Quartiers populaires, gourmettes et chevalières

COMMENTAIRE - Singulier dimanche que ce 17 juin 2012! D'un côté, la victoire de Pierre Maudet, nette et cinglante, donnerait à penser que l'Entente aurait retrouvé toute son lustre d'antan. Comme si rien, depuis 2005, ne s'était passé. Comme si la percée, puis l'ascension, du MCG n'étaient qu'un cauchemar passager, et qu'on ne tarderait pas à se réveiller. Grande illusion que tout cela! Deux éléments, objectifs et mesurables, le prouvent.

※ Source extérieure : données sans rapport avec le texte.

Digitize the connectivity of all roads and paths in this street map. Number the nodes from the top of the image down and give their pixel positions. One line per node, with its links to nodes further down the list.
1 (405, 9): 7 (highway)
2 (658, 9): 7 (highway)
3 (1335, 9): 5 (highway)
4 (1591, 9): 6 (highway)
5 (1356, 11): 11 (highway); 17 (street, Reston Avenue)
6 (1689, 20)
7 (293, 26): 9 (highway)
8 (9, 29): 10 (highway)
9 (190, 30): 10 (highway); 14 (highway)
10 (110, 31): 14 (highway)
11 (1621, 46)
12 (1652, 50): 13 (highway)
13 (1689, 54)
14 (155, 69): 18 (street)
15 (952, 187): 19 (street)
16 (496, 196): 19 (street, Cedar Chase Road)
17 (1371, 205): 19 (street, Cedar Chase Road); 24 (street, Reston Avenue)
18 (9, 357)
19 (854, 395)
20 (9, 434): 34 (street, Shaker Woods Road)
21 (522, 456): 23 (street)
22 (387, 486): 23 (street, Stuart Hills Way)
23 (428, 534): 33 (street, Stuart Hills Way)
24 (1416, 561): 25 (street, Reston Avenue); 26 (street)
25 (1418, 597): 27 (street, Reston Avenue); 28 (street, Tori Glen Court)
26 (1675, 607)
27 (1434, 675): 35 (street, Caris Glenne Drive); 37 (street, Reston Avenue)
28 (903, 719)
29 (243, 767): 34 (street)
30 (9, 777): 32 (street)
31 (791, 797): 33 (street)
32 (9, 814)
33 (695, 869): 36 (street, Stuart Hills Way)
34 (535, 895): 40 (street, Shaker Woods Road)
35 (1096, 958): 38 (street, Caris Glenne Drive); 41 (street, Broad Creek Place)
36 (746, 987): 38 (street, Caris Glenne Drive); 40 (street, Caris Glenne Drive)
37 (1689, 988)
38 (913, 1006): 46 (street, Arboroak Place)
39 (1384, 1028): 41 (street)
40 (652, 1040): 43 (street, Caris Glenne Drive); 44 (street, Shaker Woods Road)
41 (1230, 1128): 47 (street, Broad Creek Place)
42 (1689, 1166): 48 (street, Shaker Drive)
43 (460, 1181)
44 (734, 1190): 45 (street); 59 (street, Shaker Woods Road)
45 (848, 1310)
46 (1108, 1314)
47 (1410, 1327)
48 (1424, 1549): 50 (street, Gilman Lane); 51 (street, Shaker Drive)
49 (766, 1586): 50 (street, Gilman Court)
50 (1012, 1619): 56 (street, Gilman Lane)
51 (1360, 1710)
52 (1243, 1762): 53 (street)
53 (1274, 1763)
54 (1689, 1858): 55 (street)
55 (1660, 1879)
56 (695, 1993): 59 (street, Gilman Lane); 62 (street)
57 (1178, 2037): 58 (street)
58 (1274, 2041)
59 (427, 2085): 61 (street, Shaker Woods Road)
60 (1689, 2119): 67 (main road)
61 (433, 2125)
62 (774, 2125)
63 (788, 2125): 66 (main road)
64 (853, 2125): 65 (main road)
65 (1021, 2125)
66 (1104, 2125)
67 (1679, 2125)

D'abord, la confirmation de la puissance du MCG dans les grandes communes suburbaines populaires que sont Vernier, Meyrin, Onex et Lancy. Ça n'est plus une tête de pont, c'est une véritable – et sans doute durable – implantation dans des quartiers démographiquement féconds, où une partie de la jeunesse est acquise aux idées d'Eric Stauffer. Que les patriciens de la rue des Granges, aussi désabusés que fatigués, avec leurs chevalières et leurs gourmettes, refusent de voir cette vérité qui leur flanque de l'urticaire, ou encore les propriétaires de villas de Veyrier, est une chose. Que le parti socialiste, et avec lui la gauche, commencent à perdre pied en ces terres-là, est autrement significatif.

Ensuite, il y a cette votation, un peu éclipsée par le maelström Maudet, sur la gouvernance des régies publiques. C'est une victoire de la gauche, du MCG et des syndicats. Et c'est un désaveu pour le Conseil d'Etat, et sa très obédiente majorité parlementaire, celle qui fait servilement tous ses caprices, et peut compter, de plus en plus, sur la très diligente collaboration des Verts. Clairement, les Genevois se sont méfiés d'un mode de désignation des administrateurs où le Conseil d'Etat, dans l'arbitraire, placerait ses affidés et ses copains. Le corps électoral a préféré maintenir une représentation équitable des partis politiques. A coup sûr, il a bien fait: il existe, dans ce collège-là, un ou deux ministres particulièrement portés sur les nominations d'accointances. Il convenait de leur montrer une limite.

On mesure, à ces deux indices, à quel point la victoire de Maudet est celle de sa personne, son charisme, la récompense d'une époustouflante campagne de terrain. Mais pas nécessairement la victoire des idées de l'Entente. Prochain rendez-vous: dans seize mois.